# $\color{purple}{\text{Understanding Missing Data and How to Deal with It (Part 5)}}$

## $\color{purple}{\text{Advanced Imputation Techniques}}$

In [None]:
### $\color{purple}{\text{Colab Environmental Setup}}$

In [None]:
from google.colab import drive
import os
drive.mount('/content/drive')
os.chdir('/content/drive/My Drive/missingness_tutorial')
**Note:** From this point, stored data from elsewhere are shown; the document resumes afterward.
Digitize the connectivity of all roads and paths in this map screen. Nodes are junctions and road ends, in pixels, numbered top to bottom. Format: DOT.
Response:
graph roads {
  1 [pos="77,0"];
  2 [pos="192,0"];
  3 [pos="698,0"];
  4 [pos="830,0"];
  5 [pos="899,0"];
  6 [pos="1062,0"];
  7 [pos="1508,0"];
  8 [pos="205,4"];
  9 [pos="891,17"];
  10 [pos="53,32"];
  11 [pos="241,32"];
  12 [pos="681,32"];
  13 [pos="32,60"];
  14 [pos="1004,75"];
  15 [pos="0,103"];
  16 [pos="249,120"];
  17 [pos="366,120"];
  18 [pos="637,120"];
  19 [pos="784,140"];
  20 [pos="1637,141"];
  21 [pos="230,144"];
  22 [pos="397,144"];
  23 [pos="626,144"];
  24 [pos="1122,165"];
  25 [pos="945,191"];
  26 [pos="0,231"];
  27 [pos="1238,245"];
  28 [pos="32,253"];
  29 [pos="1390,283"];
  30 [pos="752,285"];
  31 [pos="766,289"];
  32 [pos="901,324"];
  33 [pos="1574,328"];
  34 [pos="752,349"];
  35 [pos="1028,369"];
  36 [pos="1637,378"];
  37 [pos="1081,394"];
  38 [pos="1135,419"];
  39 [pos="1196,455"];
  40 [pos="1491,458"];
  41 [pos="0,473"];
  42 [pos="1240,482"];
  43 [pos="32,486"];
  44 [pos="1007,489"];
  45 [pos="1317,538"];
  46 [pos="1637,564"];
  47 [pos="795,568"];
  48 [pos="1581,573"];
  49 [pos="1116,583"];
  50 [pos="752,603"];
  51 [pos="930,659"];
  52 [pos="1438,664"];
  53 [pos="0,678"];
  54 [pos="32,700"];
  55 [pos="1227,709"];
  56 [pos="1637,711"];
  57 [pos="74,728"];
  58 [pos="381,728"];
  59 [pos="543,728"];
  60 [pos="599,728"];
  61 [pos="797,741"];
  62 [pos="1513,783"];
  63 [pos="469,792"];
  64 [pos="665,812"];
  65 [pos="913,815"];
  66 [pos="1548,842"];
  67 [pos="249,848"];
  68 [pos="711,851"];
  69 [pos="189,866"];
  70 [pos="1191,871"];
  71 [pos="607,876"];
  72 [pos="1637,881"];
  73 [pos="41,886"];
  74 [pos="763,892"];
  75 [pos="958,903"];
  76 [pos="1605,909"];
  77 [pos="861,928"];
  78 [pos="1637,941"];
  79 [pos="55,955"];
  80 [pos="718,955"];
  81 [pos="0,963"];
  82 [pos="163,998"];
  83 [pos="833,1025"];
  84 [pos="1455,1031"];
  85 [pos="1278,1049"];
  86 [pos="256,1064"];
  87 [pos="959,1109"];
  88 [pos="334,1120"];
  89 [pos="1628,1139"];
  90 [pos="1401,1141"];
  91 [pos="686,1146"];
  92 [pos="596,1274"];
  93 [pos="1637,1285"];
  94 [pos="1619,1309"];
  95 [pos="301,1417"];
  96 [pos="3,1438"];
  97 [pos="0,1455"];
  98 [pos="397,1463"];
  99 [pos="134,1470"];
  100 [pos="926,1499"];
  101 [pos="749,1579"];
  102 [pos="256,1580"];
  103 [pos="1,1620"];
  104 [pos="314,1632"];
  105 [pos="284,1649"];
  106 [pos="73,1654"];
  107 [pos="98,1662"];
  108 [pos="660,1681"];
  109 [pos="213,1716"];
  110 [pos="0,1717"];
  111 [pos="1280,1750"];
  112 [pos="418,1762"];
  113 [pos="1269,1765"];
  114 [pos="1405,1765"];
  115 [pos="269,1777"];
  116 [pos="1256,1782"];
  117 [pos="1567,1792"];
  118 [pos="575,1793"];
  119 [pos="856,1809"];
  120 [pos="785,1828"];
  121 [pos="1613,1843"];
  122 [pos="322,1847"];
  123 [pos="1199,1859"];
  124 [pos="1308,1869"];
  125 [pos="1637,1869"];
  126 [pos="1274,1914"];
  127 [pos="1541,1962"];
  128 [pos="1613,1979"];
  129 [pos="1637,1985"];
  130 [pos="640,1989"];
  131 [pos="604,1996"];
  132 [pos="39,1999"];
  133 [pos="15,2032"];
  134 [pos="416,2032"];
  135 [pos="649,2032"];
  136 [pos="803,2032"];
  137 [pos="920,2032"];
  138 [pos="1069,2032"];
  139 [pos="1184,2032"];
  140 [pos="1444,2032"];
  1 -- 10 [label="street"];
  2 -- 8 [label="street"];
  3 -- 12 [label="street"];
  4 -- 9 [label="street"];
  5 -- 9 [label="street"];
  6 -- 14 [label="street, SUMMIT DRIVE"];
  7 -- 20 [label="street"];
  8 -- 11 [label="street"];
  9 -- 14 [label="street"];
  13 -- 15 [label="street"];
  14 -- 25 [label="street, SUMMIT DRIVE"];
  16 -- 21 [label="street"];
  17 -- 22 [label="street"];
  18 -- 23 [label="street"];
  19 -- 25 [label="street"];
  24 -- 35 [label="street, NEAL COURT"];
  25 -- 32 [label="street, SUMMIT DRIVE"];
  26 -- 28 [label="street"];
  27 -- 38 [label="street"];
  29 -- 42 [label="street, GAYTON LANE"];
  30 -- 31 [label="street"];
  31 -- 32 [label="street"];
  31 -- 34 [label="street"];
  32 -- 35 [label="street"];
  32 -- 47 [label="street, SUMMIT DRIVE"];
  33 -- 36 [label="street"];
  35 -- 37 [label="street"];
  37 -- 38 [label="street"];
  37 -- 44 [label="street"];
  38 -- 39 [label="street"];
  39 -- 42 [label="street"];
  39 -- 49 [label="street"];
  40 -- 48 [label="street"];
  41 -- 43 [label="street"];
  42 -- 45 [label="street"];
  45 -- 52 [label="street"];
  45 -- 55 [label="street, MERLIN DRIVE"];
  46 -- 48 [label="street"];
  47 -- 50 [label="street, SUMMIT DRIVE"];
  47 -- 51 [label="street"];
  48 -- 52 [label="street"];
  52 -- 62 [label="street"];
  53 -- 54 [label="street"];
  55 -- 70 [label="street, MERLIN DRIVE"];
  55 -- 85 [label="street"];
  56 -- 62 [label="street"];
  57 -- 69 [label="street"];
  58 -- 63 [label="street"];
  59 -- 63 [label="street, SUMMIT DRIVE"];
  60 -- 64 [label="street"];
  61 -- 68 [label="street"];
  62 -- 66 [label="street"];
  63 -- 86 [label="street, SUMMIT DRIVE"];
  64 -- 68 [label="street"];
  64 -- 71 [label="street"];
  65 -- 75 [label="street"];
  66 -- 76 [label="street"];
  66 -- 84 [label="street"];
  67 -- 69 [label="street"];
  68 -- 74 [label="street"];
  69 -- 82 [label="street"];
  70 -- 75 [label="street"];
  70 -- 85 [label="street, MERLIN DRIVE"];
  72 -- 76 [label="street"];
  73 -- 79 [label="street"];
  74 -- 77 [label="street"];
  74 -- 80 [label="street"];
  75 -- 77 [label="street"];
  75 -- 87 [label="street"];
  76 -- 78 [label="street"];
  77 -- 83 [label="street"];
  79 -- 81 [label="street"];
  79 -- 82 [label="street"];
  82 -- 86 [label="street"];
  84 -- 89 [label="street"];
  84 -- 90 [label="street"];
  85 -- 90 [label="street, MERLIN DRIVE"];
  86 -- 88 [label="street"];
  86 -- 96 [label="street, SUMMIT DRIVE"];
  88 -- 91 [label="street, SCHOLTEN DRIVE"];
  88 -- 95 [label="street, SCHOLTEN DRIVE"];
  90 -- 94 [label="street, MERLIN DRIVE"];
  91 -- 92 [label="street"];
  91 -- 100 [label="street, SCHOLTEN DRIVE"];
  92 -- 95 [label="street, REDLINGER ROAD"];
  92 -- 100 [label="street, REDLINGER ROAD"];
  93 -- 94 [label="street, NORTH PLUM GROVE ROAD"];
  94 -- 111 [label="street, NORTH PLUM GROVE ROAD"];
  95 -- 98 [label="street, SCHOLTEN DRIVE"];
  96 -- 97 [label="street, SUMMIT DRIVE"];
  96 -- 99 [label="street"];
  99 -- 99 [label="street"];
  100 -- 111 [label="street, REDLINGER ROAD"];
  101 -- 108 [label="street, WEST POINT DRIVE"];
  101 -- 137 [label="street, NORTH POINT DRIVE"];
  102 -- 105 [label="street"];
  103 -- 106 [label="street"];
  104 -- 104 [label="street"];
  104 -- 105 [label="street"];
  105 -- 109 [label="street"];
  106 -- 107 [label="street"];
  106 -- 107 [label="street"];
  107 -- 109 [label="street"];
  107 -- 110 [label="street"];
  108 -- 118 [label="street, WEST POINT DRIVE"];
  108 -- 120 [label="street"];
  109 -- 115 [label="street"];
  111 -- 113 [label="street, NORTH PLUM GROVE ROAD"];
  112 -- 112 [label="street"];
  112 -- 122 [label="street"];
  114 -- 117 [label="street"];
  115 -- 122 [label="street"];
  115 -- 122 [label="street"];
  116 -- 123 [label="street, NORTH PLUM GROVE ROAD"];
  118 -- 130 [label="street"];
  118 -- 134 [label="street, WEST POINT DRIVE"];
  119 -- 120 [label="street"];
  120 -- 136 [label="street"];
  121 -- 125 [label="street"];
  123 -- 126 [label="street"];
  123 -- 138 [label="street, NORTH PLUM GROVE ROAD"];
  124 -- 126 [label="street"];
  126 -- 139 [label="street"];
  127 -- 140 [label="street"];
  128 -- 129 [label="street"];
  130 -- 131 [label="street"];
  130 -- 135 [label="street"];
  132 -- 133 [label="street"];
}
### $\color{purple}{\text{Libraries for this lesson}}$

In [None]:
import pandas as pd
import numpy as np
from helpers import stat_comparison, spotlight_donors, ImputationDisplayer
from sklearn.ensemble import RandomForestClassifier
from sklearn.linear_model import LinearRegression
from sklearn.ensemble import RandomForestRegressor

from autoimpute.imputations import SingleImputer
from autoimpute.imputations import MultipleImputer
from autoimpute.imputations import MiceImputer

In [None]:
df = pd.read_csv('data/full_set.csv')
mar_df = pd.read_csv('data/mar_set.csv')
ImputationDisplayer(mar_df)

## $\color{purple}{\text{Multivariate Imputation}}$
Conventional Multivariate Imputation falls into 2 categories
* Regression Imputation
* Hot Deck Imputation

Another cutting edge method worth mentioning
* Neural Network Autoencoder

## $\color{purple}{\text{Regression Imputation}}$

General Technique:
Use Regression/Classification Models to impute Numeric/Categorical Missing Values
* Linear Regression
* Stocastic Linear Regression
* Logistic Regression
* Other Possibilities (generally unexplored)
  * Random Forest
  * Decision Trees
  * KNN

### $\color{purple}{\text{Linear Regression}}$

* Works with MAR
* Can impute illegal (out of bounds) values
* Can under estimate variance/covariance

In [None]:
linear_regressor = LinearRegression()

#### Perform the linear regresssion

We base the prediction of `feature a` on the remaining features in `rest`. We only run the regression on data with full rows, `full_data`.

In [None]:
rest = ['feature b', 'feature c', 'feature d', 'uncorrelated']
full_data = mar_df.dropna()
linear_regressor.fit(full_data[rest], full_data['feature a'])
predicted = linear_regressor.predict(mar_df[rest])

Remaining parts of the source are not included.